2nd generation, XF ®

All present license agreements and license productions are based on this generation.

A tubular coextruded film is "melt oriented" mainly in the longitudinal direction as it leaves the extruder. In a second step without any further stretching, the tube is helically cut to form biased orientation. In a third step two or more such films are laminated and biaxially stretched in low stretch ratios at relatively low temperatures, the transverse orientation being in several steps between intermeshing grooved rollers with a fine pitch.This grooved-rollers stretching does already produce bonding. Heat treatment at the end of the stretching line for stabilization and further bonding.

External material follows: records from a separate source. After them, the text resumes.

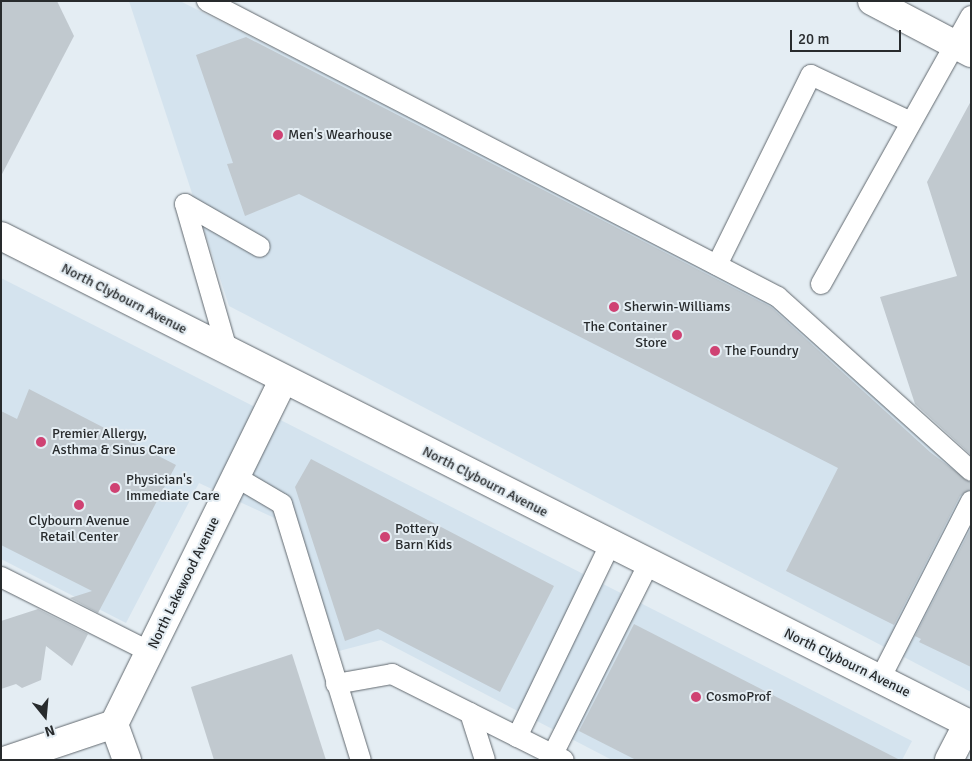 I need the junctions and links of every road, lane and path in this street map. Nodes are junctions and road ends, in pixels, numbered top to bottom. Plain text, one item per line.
1 (207, 1) edge
2 (872, 1) edge
3 (971, 16) edge
4 (962, 48) edge
5 (911, 122) junction
6 (1, 236) edge
7 (260, 247) dead end
8 (717, 265) junction
9 (821, 284) dead end
10 (228, 353) junction
11 (283, 381) junction
12 (971, 471) edge
13 (236, 477) junction
14 (971, 502) edge
15 (610, 545) junction
16 (648, 564) junction
17 (1, 577) edge
18 (150, 652) junction
19 (880, 679) junction
20 (336, 684) junction
21 (470, 713) junction
22 (114, 724) junction
23 (970, 724) edge
24 (517, 737) junction
25 (559, 757) edge
26 (7, 760) edge
27 (127, 760) edge
28 (361, 760) edge
29 (485, 760) edge
30 (949, 760) edge

1 - 8 lane
2 - 4 main road
3 - 4 lane
4 - 5 lane
5 - 8 lane
5 - 9 lane
6 - 10 main road, North Clybourn Avenue
7 - 10 lane
8 - 12 lane
10 - 11 main road, North Clybourn Avenue
11 - 13 main road, North Lakewood Avenue
11 - 15 main road, North Clybourn Avenue
13 - 18 main road, North Lakewood Avenue
13 - 20 lane
14 - 19 lane
15 - 16 main road, North Clybourn Avenue
15 - 24 lane
16 - 19 main road, North Clybourn Avenue
16 - 25 lane
17 - 18 lane
18 - 22 main road, North Lakewood Avenue
19 - 23 main road, North Clybourn Avenue
20 - 21 lane
20 - 28 lane
21 - 24 lane
21 - 29 lane
22 - 26 main road
22 - 27 main road
23 - 30 main road
24 - 25 lane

The polymer material for the main layer of coextrusion is a blend, either PP with a softer copolymer admixed, or a blend of HMWHDPE and LLDPE. On both sides of the main layer coextruded surface layers: "lamination layer" to establish the bonding within the laminate, and "heat seal layer" which becomes an external layers of the laminate.

Developments on laboratory and pilot scale were carried out in Denmark in 1970-77 by O-B R and his employed technicians.

The first two industrial plants were built in 1977. Developments in connection with "2nd generation XF" have continued after the first commercialization and resulted in inventions which are listed and briefly explained below. Most of these inventions are commercially utilized. Especially important have been 4 inventions in connection with grooved roller stretching, by which the production capacity has been substiantially increased, and several material characteristics improved.

License productions were started almost simultaneously in Norway by Graenges Essem Plast and in England by a subsidiary of Reed International. It has been a big pioneering task for both companies, technically as well as commercially, on the technical side mainly performed by Reed’s two technical leaders, Mr. Peter Orlowski and Mr. Patrick Coffey. (Mr. Coffey is now O-B R’s consultant). (Unfortunately the English XF-production was stopped after about 20 years performance, mainly successful, since new owners wanted to concentrate their efforts on their core business, paper).

Later licensees, namely in Japan, Brazil, Switzerland, Spain, Columbia, India, Belgium and 2 in the USA have also performed remarkable effort, to convince their markets of the merits of an unknown type of product.